[Saved entries]
* * * * * * *

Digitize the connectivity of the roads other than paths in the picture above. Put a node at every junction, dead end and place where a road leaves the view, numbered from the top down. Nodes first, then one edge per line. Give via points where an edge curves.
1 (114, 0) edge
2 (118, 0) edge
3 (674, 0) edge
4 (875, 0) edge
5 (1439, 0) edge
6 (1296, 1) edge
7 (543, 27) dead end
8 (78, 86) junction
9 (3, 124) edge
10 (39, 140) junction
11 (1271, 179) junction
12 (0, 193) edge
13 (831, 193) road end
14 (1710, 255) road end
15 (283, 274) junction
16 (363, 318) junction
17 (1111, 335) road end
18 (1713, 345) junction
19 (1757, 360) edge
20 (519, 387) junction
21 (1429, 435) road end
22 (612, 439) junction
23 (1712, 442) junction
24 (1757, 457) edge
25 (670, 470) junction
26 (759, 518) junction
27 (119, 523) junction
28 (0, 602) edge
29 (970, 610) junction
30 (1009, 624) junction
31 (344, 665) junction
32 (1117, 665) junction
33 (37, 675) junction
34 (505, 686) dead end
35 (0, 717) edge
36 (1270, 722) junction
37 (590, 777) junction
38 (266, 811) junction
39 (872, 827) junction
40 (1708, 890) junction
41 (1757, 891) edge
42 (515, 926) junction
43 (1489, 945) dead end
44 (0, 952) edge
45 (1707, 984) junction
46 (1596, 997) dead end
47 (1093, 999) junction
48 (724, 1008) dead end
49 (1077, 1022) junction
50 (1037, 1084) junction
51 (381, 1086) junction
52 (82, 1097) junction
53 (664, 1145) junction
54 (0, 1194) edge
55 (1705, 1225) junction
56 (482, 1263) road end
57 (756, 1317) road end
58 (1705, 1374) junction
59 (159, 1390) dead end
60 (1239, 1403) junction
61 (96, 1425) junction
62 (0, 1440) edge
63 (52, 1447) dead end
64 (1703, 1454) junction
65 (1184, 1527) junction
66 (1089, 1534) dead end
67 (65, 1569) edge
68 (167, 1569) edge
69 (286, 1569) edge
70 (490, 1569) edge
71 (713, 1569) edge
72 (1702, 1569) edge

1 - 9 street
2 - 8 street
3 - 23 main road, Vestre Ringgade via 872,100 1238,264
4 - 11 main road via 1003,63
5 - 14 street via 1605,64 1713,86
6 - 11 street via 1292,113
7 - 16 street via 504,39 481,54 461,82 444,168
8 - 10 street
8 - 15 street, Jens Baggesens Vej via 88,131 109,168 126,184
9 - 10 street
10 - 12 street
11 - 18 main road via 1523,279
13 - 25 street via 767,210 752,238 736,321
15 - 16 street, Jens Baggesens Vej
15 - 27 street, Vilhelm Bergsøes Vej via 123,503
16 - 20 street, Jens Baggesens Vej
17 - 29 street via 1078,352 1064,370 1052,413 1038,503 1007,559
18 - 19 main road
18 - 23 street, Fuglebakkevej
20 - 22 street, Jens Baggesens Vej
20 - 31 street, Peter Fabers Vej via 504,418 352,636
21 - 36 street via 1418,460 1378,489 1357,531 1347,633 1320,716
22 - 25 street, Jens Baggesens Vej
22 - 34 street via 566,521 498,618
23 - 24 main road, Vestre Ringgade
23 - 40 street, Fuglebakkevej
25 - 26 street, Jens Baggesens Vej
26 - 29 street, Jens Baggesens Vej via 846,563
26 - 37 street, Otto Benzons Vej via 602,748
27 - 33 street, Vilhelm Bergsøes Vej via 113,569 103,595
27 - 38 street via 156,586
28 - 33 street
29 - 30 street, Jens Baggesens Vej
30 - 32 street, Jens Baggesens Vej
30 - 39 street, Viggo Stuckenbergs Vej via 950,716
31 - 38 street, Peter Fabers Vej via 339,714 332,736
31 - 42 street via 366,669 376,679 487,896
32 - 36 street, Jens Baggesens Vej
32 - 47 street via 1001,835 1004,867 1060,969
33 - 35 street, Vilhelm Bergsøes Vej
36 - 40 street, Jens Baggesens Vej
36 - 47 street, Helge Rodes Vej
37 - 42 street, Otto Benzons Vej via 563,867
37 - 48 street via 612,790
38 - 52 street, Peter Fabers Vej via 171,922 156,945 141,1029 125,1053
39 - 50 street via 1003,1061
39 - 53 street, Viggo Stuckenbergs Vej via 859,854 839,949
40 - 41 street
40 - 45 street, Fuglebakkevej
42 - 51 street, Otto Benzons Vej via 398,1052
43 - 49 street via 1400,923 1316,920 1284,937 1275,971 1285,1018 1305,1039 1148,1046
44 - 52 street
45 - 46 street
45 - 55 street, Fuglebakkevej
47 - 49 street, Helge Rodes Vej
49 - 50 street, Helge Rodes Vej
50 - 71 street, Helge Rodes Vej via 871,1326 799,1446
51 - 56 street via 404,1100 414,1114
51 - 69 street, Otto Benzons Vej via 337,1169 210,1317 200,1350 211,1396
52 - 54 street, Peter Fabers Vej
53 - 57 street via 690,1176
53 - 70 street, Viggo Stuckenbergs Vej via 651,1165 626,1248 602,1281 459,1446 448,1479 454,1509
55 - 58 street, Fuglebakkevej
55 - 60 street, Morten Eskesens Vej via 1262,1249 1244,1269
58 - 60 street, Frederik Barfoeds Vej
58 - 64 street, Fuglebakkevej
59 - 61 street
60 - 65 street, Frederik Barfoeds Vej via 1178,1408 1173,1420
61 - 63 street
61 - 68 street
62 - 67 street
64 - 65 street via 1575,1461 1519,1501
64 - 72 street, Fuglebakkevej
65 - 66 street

* * * * * * *

PROBLEM STATEMENT ▸ Every line of the data above should be output exactly as written.

PROBLEM SOLUTION ▸
Digitize the connectivity of the roads other than paths in the picture above. Put a node at every junction, dead end and place where a road leaves the view, numbered from the top down. Nodes first, then one edge per line. Give via points where an edge curves.
1 (114, 0) edge
2 (118, 0) edge
3 (674, 0) edge
4 (875, 0) edge
5 (1439, 0) edge
6 (1296, 1) edge
7 (543, 27) dead end
8 (78, 86) junction
9 (3, 124) edge
10 (39, 140) junction
11 (1271, 179) junction
12 (0, 193) edge
13 (831, 193) road end
14 (1710, 255) road end
15 (283, 274) junction
16 (363, 318) junction
17 (1111, 335) road end
18 (1713, 345) junction
19 (1757, 360) edge
20 (519, 387) junction
21 (1429, 435) road end
22 (612, 439) junction
23 (1712, 442) junction
24 (1757, 457) edge
25 (670, 470) junction
26 (759, 518) junction
27 (119, 523) junction
28 (0, 602) edge
29 (970, 610) junction
30 (1009, 624) junction
31 (344, 665) junction
32 (1117, 665) junction
33 (37, 675) junction
34 (505, 686) dead end
35 (0, 717) edge
36 (1270, 722) junction
37 (590, 777) junction
38 (266, 811) junction
39 (872, 827) junction
40 (1708, 890) junction
41 (1757, 891) edge
42 (515, 926) junction
43 (1489, 945) dead end
44 (0, 952) edge
45 (1707, 984) junction
46 (1596, 997) dead end
47 (1093, 999) junction
48 (724, 1008) dead end
49 (1077, 1022) junction
50 (1037, 1084) junction
51 (381, 1086) junction
52 (82, 1097) junction
53 (664, 1145) junction
54 (0, 1194) edge
55 (1705, 1225) junction
56 (482, 1263) road end
57 (756, 1317) road end
58 (1705, 1374) junction
59 (159, 1390) dead end
60 (1239, 1403) junction
61 (96, 1425) junction
62 (0, 1440) edge
63 (52, 1447) dead end
64 (1703, 1454) junction
65 (1184, 1527) junction
66 (1089, 1534) dead end
67 (65, 1569) edge
68 (167, 1569) edge
69 (286, 1569) edge
70 (490, 1569) edge
71 (713, 1569) edge
72 (1702, 1569) edge

1 - 9 street
2 - 8 street
3 - 23 main road, Vestre Ringgade via 872,100 1238,264
4 - 11 main road via 1003,63
5 - 14 street via 1605,64 1713,86
6 - 11 street via 1292,113
7 - 16 street via 504,39 481,54 461,82 444,168
8 - 10 street
8 - 15 street, Jens Baggesens Vej via 88,131 109,168 126,184
9 - 10 street
10 - 12 street
11 - 18 main road via 1523,279
13 - 25 street via 767,210 752,238 736,321
15 - 16 street, Jens Baggesens Vej
15 - 27 street, Vilhelm Bergsøes Vej via 123,503
16 - 20 street, Jens Baggesens Vej
17 - 29 street via 1078,352 1064,370 1052,413 1038,503 1007,559
18 - 19 main road
18 - 23 street, Fuglebakkevej
20 - 22 street, Jens Baggesens Vej
20 - 31 street, Peter Fabers Vej via 504,418 352,636
21 - 36 street via 1418,460 1378,489 1357,531 1347,633 1320,716
22 - 25 street, Jens Baggesens Vej
22 - 34 street via 566,521 498,618
23 - 24 main road, Vestre Ringgade
23 - 40 street, Fuglebakkevej
25 - 26 street, Jens Baggesens Vej
26 - 29 street, Jens Baggesens Vej via 846,563
26 - 37 street, Otto Benzons Vej via 602,748
27 - 33 street, Vilhelm Bergsøes Vej via 113,569 103,595
27 - 38 street via 156,586
28 - 33 street
29 - 30 street, Jens Baggesens Vej
30 - 32 street, Jens Baggesens Vej
30 - 39 street, Viggo Stuckenbergs Vej via 950,716
31 - 38 street, Peter Fabers Vej via 339,714 332,736
31 - 42 street via 366,669 376,679 487,896
32 - 36 street, Jens Baggesens Vej
32 - 47 street via 1001,835 1004,867 1060,969
33 - 35 street, Vilhelm Bergsøes Vej
36 - 40 street, Jens Baggesens Vej
36 - 47 street, Helge Rodes Vej
37 - 42 street, Otto Benzons Vej via 563,867
37 - 48 street via 612,790
38 - 52 street, Peter Fabers Vej via 171,922 156,945 141,1029 125,1053
39 - 50 street via 1003,1061
39 - 53 street, Viggo Stuckenbergs Vej via 859,854 839,949
40 - 41 street
40 - 45 street, Fuglebakkevej
42 - 51 street, Otto Benzons Vej via 398,1052
43 - 49 street via 1400,923 1316,920 1284,937 1275,971 1285,1018 1305,1039 1148,1046
44 - 52 street
45 - 46 street
45 - 55 street, Fuglebakkevej
47 - 49 street, Helge Rodes Vej
49 - 50 street, Helge Rodes Vej
50 - 71 street, Helge Rodes Vej via 871,1326 799,1446
51 - 56 street via 404,1100 414,1114
51 - 69 street, Otto Benzons Vej via 337,1169 210,1317 200,1350 211,1396
52 - 54 street, Peter Fabers Vej
53 - 57 street via 690,1176
53 - 70 street, Viggo Stuckenbergs Vej via 651,1165 626,1248 602,1281 459,1446 448,1479 454,1509
55 - 58 street, Fuglebakkevej
55 - 60 street, Morten Eskesens Vej via 1262,1249 1244,1269
58 - 60 street, Frederik Barfoeds Vej
58 - 64 street, Fuglebakkevej
59 - 61 street
60 - 65 street, Frederik Barfoeds Vej via 1178,1408 1173,1420
61 - 63 street
61 - 68 street
62 - 67 street
64 - 65 street via 1575,1461 1519,1501
64 - 72 street, Fuglebakkevej
65 - 66 street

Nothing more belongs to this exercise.